I don't follow him here. I think that the deflationist has a third option: the words 'table' and 'exist' are univocal; however, the disputants are allowing their quantifiers to vary over different domains. And it is this that accounts for the different meanings each attaches to the sentence "Tables exist".
Perhaps what I have in mind will come out more clearly in light of another sample sentence that Sider discusses. "Consider a world in which there exist exactly 2 material simples, which are not arranged in the form of a living thing. Of that world, DKL would accept, while PVI would reject: [Sider writes this out in logical notation] "there are at least three things"." In the logical expression of this sentence, there are: quantifiers and variables, truth-functional connectives, and the identity predicate. But, says Sider, the connectives and identity are univocal, so it must be the quantifier that is equivocal.
I don't follow this. Why not say that the quantifiers have a univocal meaning and that the disputants recognize different domains? DKL recognizes a domain that includes tables and PVI recognizes a domain that does not.
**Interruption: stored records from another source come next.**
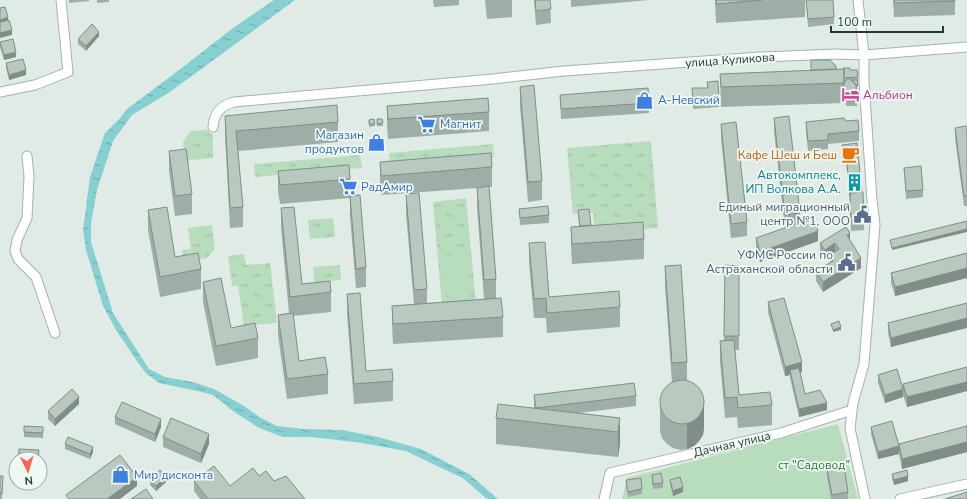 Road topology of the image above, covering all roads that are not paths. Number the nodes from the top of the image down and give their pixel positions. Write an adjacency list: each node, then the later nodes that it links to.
1 (61, 0): 5 (street)
2 (858, 0): 4 (street)
3 (967, 47): 4 (street, улица Куликова)
4 (864, 55): 6 (street, улица Куликова); 9 (street)
5 (0, 92)
6 (213, 127)
7 (27, 156): 8 (street)
8 (55, 333)
9 (852, 410): 11 (street, Дачная улица); 12 (street)
10 (967, 484): 13 (street)
11 (604, 499)
12 (864, 499)
13 (900, 499) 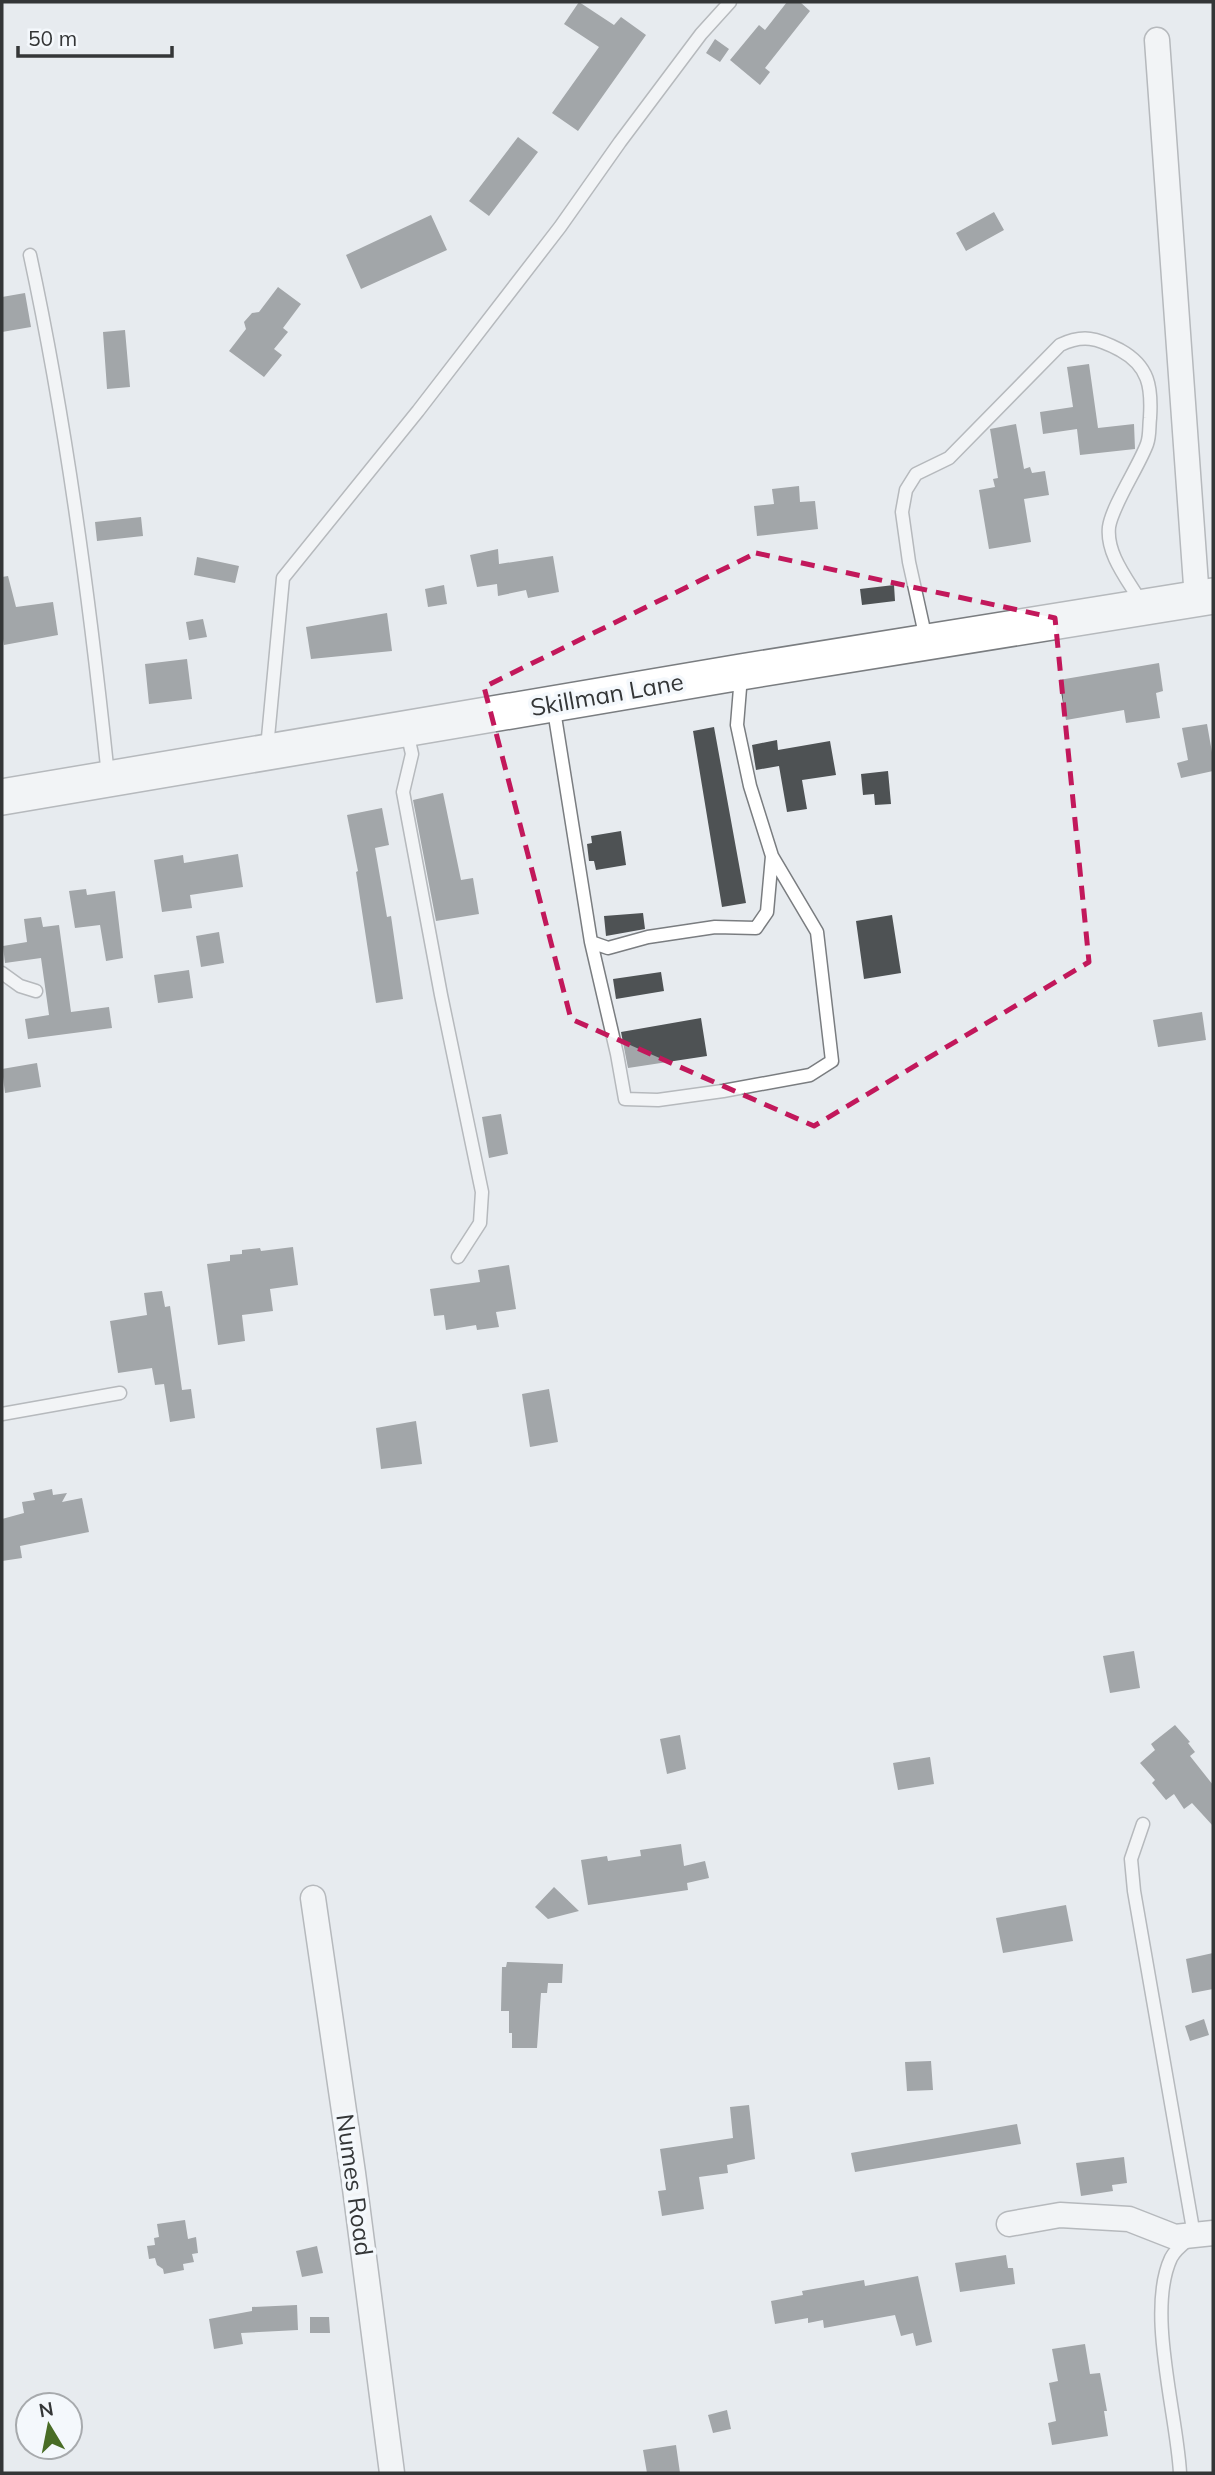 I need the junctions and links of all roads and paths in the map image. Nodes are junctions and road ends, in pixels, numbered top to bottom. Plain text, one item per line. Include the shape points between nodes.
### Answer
1 (730, 2) edge
2 (1157, 40) dead end
3 (30, 254) dead end
4 (1205, 598) edge
5 (1144, 608) junction
6 (927, 642) junction
7 (741, 672) junction
8 (553, 704) junction
9 (406, 728) junction
10 (267, 752) junction
11 (108, 779) junction
12 (2, 797) edge
13 (772, 856) junction
14 (591, 942) junction
15 (2, 972) edge
16 (36, 991) dead end
17 (458, 1257) dead end
18 (120, 1393) dead end
19 (2, 1414) edge
20 (1143, 1824) dead end
21 (313, 1898) dead end
22 (1009, 2224) dead end
23 (1204, 2234) edge
24 (392, 2473) edge
25 (1180, 2473) edge

1 - 10 lane via 418,411 283,578
2 - 4 street
3 - 11 lane via 75,508
4 - 5 street, Skillman Lane
5 - 6 street, Skillman Lane
5 - 6 lane via 1116,559 1109,542 1109,524 1148,442 1149,382 1128,354 1101,340 1075,338 1060,345 949,458 916,474 906,490 902,512
6 - 7 street, Skillman Lane
7 - 8 street, Skillman Lane
7 - 13 lane via 737,726
8 - 9 street, Skillman Lane
8 - 14 lane
9 - 10 street, Skillman Lane
9 - 17 lane via 412,754 402,792 482,1192 480,1223
10 - 11 street, Skillman Lane
11 - 12 street, Skillman Lane
13 - 14 lane via 767,912 756,928 689,931 608,948
13 - 14 lane via 817,932 832,1061 810,1075 658,1100 625,1099
15 - 16 lane
18 - 19 lane
20 - 23 lane via 1131,1859 1134,1891 1166,2082
21 - 24 street, Numes Road
22 - 23 street via 1060,2215 1129,2219 1175,2237
23 - 25 lane via 1171,2256 1163,2287 1162,2321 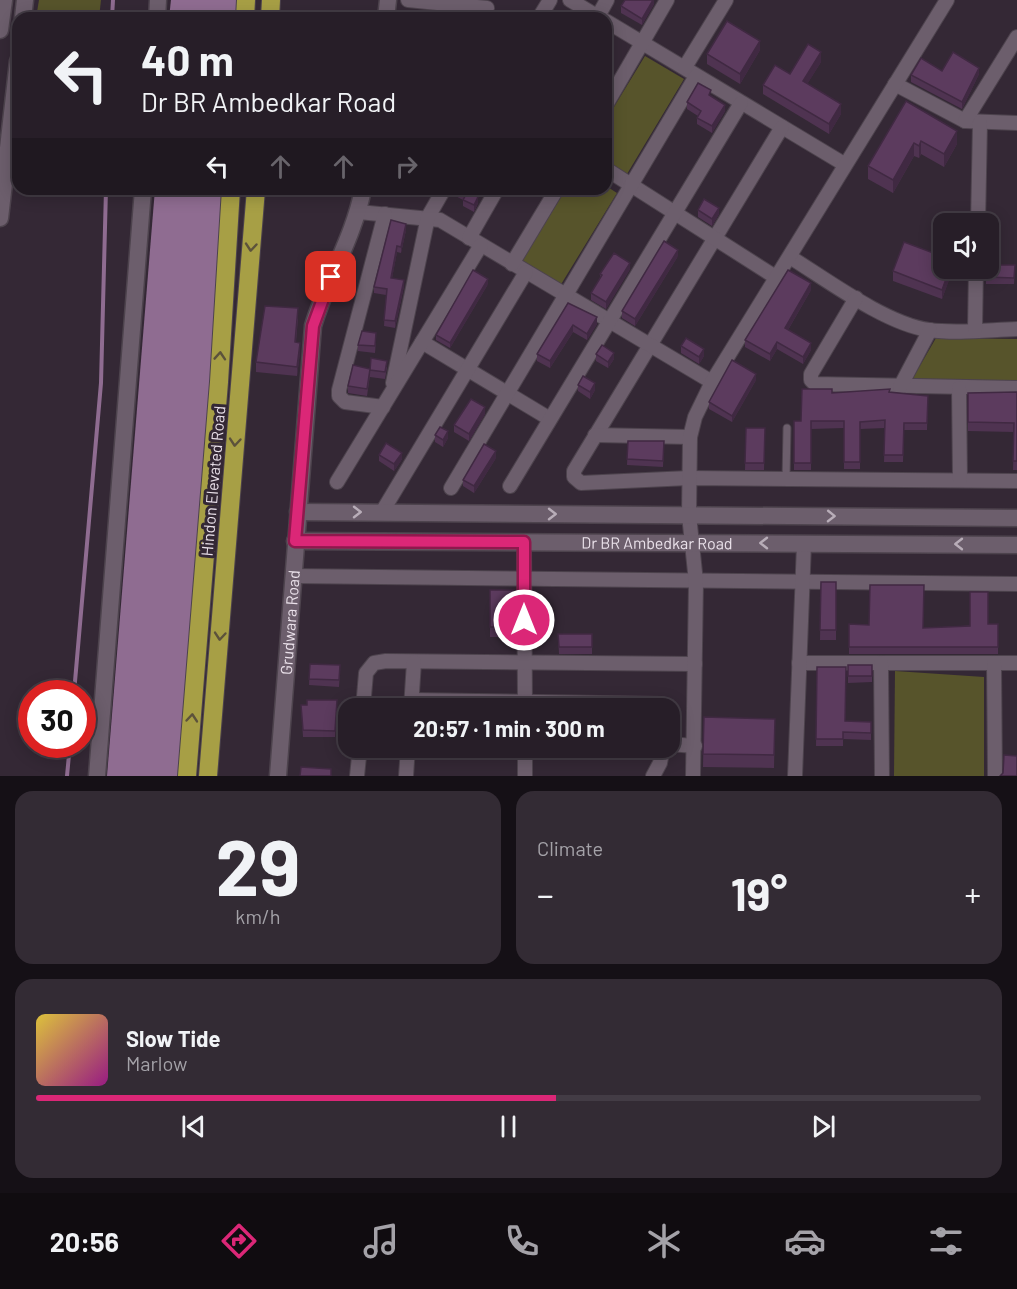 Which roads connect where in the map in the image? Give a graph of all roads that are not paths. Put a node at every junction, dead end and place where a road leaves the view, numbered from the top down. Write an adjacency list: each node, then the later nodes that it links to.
1 (4, 0): 10 (street)
2 (408, 0): 7 (street)
3 (570, 0): 8 (street)
4 (667, 0): 12 (street)
5 (726, 0): 13 (street)
6 (946, 0): 14 (street)
7 (486, 9)
8 (590, 12)
9 (612, 24): 12 (street)
10 (0, 30)
11 (1016, 39): 18 (street)
12 (643, 41): 13 (street); 15 (street)
13 (691, 71): 16 (street); 25 (street)
14 (895, 84): 18 (street); 22 (street)
15 (612, 95)
16 (741, 103): 21 (street); 35 (street)
17 (12, 107): 24 (street)
18 (965, 121): 19 (street)
19 (980, 123): 20 (street); 36 (street)
20 (1017, 123)
21 (782, 127): 22 (street); 39 (street)
22 (844, 164): 41 (street)
23 (612, 173): 25 (street)
24 (2, 184): 33 (street)
25 (630, 185): 35 (street); 46 (street)
26 (143, 195): 103 (street)
27 (231, 195): 104 (highway, Hindon Elevated Road, one-way to 27)
28 (256, 195): 105 (highway, Hindon Elevated Road, one-way to 105)
29 (362, 195): 34 (street, Grudwara Road)
30 (441, 195): 38 (street)
31 (494, 195): 40 (street)
32 (553, 195): 42 (street)
33 (0, 209)
34 (359, 212): 37 (street); 73 (street, Grudwara Road)
35 (674, 213): 39 (street); 48 (street)
36 (978, 213)
37 (385, 214): 38 (street); 61 (street)
38 (428, 218): 40 (street); 59 (street)
39 (714, 237): 44 (street); 53 (street)
40 (475, 241): 42 (street); 52 (street)
41 (790, 257): 44 (street); 47 (street)
42 (512, 264): 43 (street)
43 (526, 272): 46 (street); 54 (street)
44 (777, 278): 55 (street)
45 (976, 279): 51 (street)
46 (565, 296): 48 (street); 60 (street)
47 (856, 298): 50 (street); 56 (street)
48 (608, 322): 53 (street); 62 (street)
49 (1017, 329): 51 (street)
50 (930, 330): 51 (street); 56 (street)
51 (975, 330)
52 (422, 342): 54 (street); 59 (street)
53 (647, 346): 55 (street); 64 (street)
54 (467, 369): 60 (street); 74 (street)
55 (712, 382): 65 (street)
56 (900, 387): 57 (street)
57 (959, 388): 58 (street); 68 (street)
58 (1017, 388)
59 (392, 392): 61 (street)
60 (507, 393): 62 (street); 72 (street)
61 (383, 407): 70 (street)
62 (550, 419): 71 (street)
63 (787, 428): 67 (lane)
64 (596, 435): 65 (street); 66 (street)
65 (690, 437): 66 (street)
66 (689, 478): 67 (street); 75 (street)
67 (786, 479): 68 (street)
68 (960, 480): 69 (street)
69 (1017, 481)
70 (337, 483)
71 (510, 486)
72 (451, 489)
73 (298, 512): 74 (street, Dr BR Ambedkar Road, one-way to 74); 77 (street, Grudwara Road)
74 (382, 512): 75 (street, Dr BR Ambedkar Road, one-way to 75)
75 (689, 515): 76 (street, Dr BR Ambedkar Road, one-way to 76); 79 (street)
76 (1017, 518)
77 (295, 541): 78 (street, Dr BR Ambedkar Road); 82 (street, Grudwara Road)
78 (524, 542): 79 (street, Dr BR Ambedkar Road); 83 (street)
79 (691, 543): 80 (street, Dr BR Ambedkar Road, one-way to 79); 84 (street)
80 (804, 544): 81 (street, Dr BR Ambedkar Road, one-way to 80); 85 (street)
81 (1017, 545)
82 (293, 576): 83 (street); 106 (street, Grudwara Road)
83 (524, 579): 84 (street); 88 (street)
84 (696, 582): 85 (street); 93 (street)
85 (803, 583): 86 (street); 89 (street)
86 (1017, 584)
87 (414, 662): 88 (street); 94 (street); 95 (street)
88 (524, 663): 93 (street); 96 (street)
89 (799, 663): 90 (street); 112 (street)
90 (881, 663): 91 (street); 113 (street)
91 (994, 663): 92 (street); 114 (street)
92 (1017, 663)
93 (695, 664): 98 (street)
94 (364, 698)
95 (412, 698)
96 (525, 698)
97 (680, 745): 98 (street)
98 (695, 746): 111 (street)
99 (359, 758): 107 (street)
100 (407, 758): 108 (street)
101 (525, 758): 109 (street)
102 (661, 758): 110 (street)
103 (97, 776)
104 (187, 776)
105 (208, 776)
106 (278, 776)
107 (357, 776)
108 (406, 776)
109 (525, 776)
110 (653, 776)
111 (693, 776)
112 (795, 776)
113 (882, 776)
114 (995, 776)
This sort of difference will provide the deflationist with a means of accounting for how DKL and PVI are "talking past each other". But, notice, there is no equivocation in the quantifier 'exists', only a disagreement about the range of entities over which 'exists' ranges.
Here's an example of what I have in mind. Consider the universal quantifier and two models, M1 and M2. The domain of M1 contains both of my feet and nothing else. The domain of M2 contains both my feet and the Eifel Tower. If I say "everything is a foot", what I have said is true in M1 and false in M2. I may get in an argument with someone. My disputant says, "What Ed says is wrong, something (the Eifel Tower) is not a foot; so not everything is a foot". This disagreement, like the one Sider discusses, is not substantive. But the reason for its lack of substance is not a disagreement about the meaning of "everything" but rather that we are talking about different models with different domains. As I understand the domain of quantification, everything is a foot, and as my disputant understands the domain of quantification, something is not a foot.
Ed